Today, original creditors, such as financial institutions, credit card issuers, utility companies and other service providers lose millions of dollars from uncollectible customer accounts. An original creditor may refer a customer's account to collections (hereinafter “delinquent account”) when no payment has been received at the end of one or more billing periods. Most original creditors have a collections department, in which delinquent accounts may be segmented into buckets. The buckets may identify the billing cycle that a particular delinquent account falls under. The buckets may generally relate to a length of time that a delinquent account is past due, for example, 1-30 days, 31-60 days or 61-90 days. The buckets may further be divided into smaller risk segments, for example, High Risk (low credit score, defaulted on last payment plan and several past bad debt accounts in the last 12 months) or Medium Risk (average credit score, history of on-time payments and less than 2 past bad debt accounts in the last 12 months).
Each of the bucket-risk segment combinations described above may roughly correspond to a particular set of treatments. For example, a delinquent account which has just entered collections (bucket 1) and is likely to pay the money back (low risk segment) may receive only a nicely worded reminder letter, or no action by the original creditor. After several consistent payments, the original creditors may “re-age” a delinquent account and may bring it back to a current status. A long overdue delinquent account which has a very low chance of repayment (high risk), may be charged-off by the original creditor; the balance of the delinquent account may either be sold or outsourced to a collection agency or other type of debt collection entity. The original creditor may also note the charge-off on the consumer's credit report for several years. An original creditor may also send a delinquent account to litigation, e.g. depending on the outstanding balance of the delinquent account.

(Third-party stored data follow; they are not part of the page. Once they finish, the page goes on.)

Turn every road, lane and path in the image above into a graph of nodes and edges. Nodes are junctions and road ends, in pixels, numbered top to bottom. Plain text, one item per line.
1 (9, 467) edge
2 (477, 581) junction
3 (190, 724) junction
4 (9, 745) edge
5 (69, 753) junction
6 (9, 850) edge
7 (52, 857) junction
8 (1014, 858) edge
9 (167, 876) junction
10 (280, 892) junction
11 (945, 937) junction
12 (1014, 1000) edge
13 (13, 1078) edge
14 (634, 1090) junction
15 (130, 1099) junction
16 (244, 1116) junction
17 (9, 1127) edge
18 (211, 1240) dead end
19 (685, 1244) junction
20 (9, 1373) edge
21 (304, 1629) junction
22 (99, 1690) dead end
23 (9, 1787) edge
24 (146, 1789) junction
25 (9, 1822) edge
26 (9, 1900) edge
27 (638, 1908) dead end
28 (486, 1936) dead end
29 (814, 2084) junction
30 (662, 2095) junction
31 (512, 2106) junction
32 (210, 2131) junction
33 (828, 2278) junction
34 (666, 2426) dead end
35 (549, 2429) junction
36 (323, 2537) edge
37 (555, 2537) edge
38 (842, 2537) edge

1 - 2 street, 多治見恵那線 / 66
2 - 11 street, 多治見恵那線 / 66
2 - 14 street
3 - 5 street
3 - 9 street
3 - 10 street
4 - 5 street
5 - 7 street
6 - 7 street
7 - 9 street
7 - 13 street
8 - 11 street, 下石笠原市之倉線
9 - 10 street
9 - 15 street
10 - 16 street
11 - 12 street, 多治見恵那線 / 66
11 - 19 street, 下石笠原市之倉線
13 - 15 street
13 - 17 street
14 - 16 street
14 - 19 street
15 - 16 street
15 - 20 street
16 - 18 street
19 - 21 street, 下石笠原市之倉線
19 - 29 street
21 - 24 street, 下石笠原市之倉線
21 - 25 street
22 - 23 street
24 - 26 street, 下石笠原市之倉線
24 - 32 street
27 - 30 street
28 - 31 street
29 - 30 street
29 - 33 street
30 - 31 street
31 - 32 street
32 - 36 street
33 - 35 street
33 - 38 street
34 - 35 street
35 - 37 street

This segmentation approach presents several problems although it bears some merit and may have been successful in the past. For example, the segmentation approach may create a system with a spaghetti-like environment, unprincipled and complex segmentation boundaries, non-optimal mappings between segments and treatments, and numerous rules. In another example, the segmentation approach may lack the ability to automatically learn and adapt to changes in the environment. In a further example, the segmentation approach may also suffer from an inability to rapidly apply aggressive treatments to a delinquent account that may currently be in a segmentation bucket that prohibits such aggressive treatment.
Therefore, there is a need for a system to evaluate the effectiveness of different treatments for delinquent accounts and provide dynamic treatment recommendations for changes in the environment of delinquent accounts.